Our dashboard Apple Services Revenue estimates revenue figures for AppStore, Apple Music, Apple TV +, iCloud, third-party subscriptions, licensing, Apple Care, and Apple Pay.

[5/5/2021] What’s at stake for Apple as the Epic case goes to trial?

Apple’s highly lucrative services business faces its biggest legal challenge yet, as Epic Games’ lawsuit against Apple and its AppStore went to trial on Monday. Epic alleges that Apple’s AppStore is an anti-competitive marketplace, which blocks customers and diminishes revenues for mobile app developers. The game developer sued Apple in August 2020 after its popular game Fortnite was removed from the AppStore shortly after Epic let gamers bypass Apple’s in-app purchase system, thereby avoiding the commission of 30% on sales. So what is really at stake for Apple and its service business?

Apple relies more and more on the sale of digital services to increase its profitability and stabilize its revenues, which have been somewhat volatile in recent years.

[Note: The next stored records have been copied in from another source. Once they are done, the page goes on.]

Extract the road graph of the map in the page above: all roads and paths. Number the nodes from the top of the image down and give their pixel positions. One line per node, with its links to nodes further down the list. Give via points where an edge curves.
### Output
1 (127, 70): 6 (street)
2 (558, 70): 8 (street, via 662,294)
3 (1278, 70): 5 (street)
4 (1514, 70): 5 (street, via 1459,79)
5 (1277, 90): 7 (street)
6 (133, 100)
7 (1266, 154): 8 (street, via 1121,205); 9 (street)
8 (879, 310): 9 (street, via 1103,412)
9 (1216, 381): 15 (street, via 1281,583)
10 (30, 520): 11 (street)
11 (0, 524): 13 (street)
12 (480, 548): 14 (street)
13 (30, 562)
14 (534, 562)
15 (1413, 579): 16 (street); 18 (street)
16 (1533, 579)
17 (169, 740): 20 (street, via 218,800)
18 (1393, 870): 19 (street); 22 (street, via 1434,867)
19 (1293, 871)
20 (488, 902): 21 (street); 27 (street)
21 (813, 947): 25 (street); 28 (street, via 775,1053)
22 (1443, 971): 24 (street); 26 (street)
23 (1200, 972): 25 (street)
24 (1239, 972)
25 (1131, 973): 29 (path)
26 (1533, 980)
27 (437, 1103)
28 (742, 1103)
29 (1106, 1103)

Services accounted for around 19% of Apple’s total revenue and around 31% of gross profits in its most recent quarter (Q2 FY’21). Apple has also launched a slew of new service offerings in recent years, ranging from fitness tutorials, paid podcasts, and video streaming. However, we believe that the AppStore and third-party subscription commissions, two key targets of the Epic lawsuit, still account for the bulk of its service revenue, since they mostly include commissions (typically 15-30% of the value of the Epic trial). ‘purchase ). We estimate that the two service revenue streams together accounted for about $ 23 billion of Apple’s estimated $ 54 billion in service sales last year. While we are not speculating on the possible outcome of the case, it is clear that Apple’s revenue would have a significant impact if it were forced to significantly cut commissions or allow app developers to bypass its. store.

Our dashboard Apple Services Revenue estimates revenue figures for AppStore, Apple Music, Apple TV +, iCloud, third-party subscriptions, licensing, Apple Care, and Apple Pay.

[8/17/2020] Epic lawsuit hits Apple stock where it hurts

Last week, Epic Games sued Apple (NASDAQ: AAPL) for antitrust violations, after its popular game Fortnite was removed from the AppStore shortly after Epic let players bypass the purchasing system. integrated Apple, thus avoiding the 30% commission on sales. Although Apple has had arguments with developers in the past, the Epic lawsuit is notable for several reasons. First, the Epic lawsuit comes at a time when tech giants, including Apple, are increasingly under scrutiny by regulators over their market power. Second, Apple is more dependent on its services business than ever, with hardware growth slowing (services profits grew 5 times faster than hardware profits in the first three quarters of fiscal 2020) , and Epic’s lawsuit targets Apple’s commissions, which we estimate is Apple’s most profitable source of income.

Apple made around $ 360 million in commissions from Fortnite over the past two years through Sensor Tower – a relative drop in Apple’s bucket that generated more than $ 260 billion in revenue last year. [1] However, if Epic sees a favorable judgment and if Apple is forced to reduce its commissions or change the terms of its AppStore, it will most likely set a precedent, leading other developers to demand similar terms.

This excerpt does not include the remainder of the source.